I just learned about about.me, which is yet another site that lets users create online profiles.
The site’s front page says you can create a “personal profile page that points users to your content from around the web.” Seems to me that the ideal “personal profile page” is your very own website, over which you have complete control…but of course that would be the opinion of a professional website creator, wouldn’t it?
Regardless, I was curious enough to create a free account. I customized a few basic things on my profile, mostly so that I could claim the personalized URL about.me/wendycholbi. It’s a fairly easy and painless process.
And the first thing I saw as soon as my profile was created was a screen full of zeroes.
Really big zeroes, in fact. Click the picture to see the exact real true size of the screenshot I snapped. I know, right? The zeroes take up the entire screen!
My first reaction was something like, Geez, are the people at about.me trying to make me feel bad about setting up a brand-new profile? Because those those were some seriously in-my-face gigantic monuments to my own insignificance. Zero views. Zero clicks. Zero links to me. And of those zero views, zero of them happened today.
I mean, why not make those zeroes a little more discreet, at least when you first sign up? Because of course nobody has viewed or clicked on or linked to a profile that is mere seconds old.
But then I started thinking about how, as soon as one person (or robot!) viewed my profile, the symmetry and purity of that row of zeroes would be destroyed. Permanently.
So of course I had to grab a screenshot before that happened! And I grabbed one of my history, too, since that was another weirdly beautiful page full of huge zeroes.
And I remembered how it wasn’t that long ago that I had zero RSS subscribers. And zero newsletter subscribers. And zero buyers of my products. And zero money in my PayPal account.
I don’t have screenshots from all those occasions, but I remember. I remember feeling insignificant and unseen and small and lost and overwhelmed.
I remember how it was painful to even think about checking my statistics, whether it was Google Analytics or AWeber subscribers or E-Junkie buyers. Because even the possibility of facing those zeroes again was just too much.
No wonder that seeing the gigantic zeroes in my about.me profile brought that all up again.
But here are two interesting things:
One, now is different from then. And different matters. My business has grown, and so have I. The places where I had zeroes in the past? Now have actual numbers. I do actually have subscribers, clients, readers, website visitors, and cashflow. And though there are still plenty of places where I get to start from zero, that doesn’t mean I’m starting at The Beginning of Everything. The anxiety I felt when looking at my about.me zeroes was tempered by my knowledge that I’d gotten past zero before. Many times, in fact!
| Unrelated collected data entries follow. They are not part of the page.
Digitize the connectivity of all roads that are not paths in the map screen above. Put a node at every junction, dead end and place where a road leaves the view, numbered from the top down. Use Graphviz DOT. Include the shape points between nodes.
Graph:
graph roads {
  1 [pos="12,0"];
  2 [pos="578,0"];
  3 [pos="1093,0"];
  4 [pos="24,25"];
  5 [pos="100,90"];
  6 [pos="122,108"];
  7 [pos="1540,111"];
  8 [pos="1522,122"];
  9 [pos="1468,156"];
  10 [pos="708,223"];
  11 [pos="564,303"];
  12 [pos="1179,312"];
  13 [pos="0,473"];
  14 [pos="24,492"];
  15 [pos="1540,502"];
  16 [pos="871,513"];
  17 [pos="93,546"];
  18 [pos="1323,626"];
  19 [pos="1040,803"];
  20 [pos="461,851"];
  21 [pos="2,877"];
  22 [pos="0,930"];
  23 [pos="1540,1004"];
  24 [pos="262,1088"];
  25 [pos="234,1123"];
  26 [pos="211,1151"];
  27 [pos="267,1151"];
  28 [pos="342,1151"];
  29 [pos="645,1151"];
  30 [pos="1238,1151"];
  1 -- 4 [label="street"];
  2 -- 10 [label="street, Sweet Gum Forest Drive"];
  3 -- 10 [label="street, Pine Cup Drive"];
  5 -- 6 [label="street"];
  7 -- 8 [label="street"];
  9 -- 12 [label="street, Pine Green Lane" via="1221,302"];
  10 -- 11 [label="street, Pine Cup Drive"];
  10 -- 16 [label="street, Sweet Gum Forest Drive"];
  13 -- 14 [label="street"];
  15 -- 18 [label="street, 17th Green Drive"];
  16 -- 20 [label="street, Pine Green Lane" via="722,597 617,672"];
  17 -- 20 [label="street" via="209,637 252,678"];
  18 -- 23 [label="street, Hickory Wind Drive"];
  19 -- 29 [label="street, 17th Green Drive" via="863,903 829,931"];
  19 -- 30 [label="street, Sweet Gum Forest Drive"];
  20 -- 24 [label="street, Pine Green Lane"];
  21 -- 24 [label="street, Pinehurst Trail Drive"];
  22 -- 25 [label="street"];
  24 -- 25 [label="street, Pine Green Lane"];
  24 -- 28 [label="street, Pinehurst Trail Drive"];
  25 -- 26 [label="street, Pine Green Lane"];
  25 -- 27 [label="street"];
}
Two, looking back at my previous zeroes, I can see more clearly that even then, I wasn’t starting at The Beginning of Everything. I did have things I could count on: Friendships, family, work experience, trust in my own ability to learn new things, the willingness to even dare to call myself a business owner and an entrepreneur. These are things I call roots, the things that sustained me even though all those zeroes were staring me in the face.
So now, yes, I can now appreciate the strange, ephemeral beauty of today’s new-profile zeroes. Because even though I’ve immortalized them with screenshots, they will eventually change (just by linking to my own profile in this post, I’ve changed at least one of them already).
We all start here. All the time. It helps me to remember that. How about you?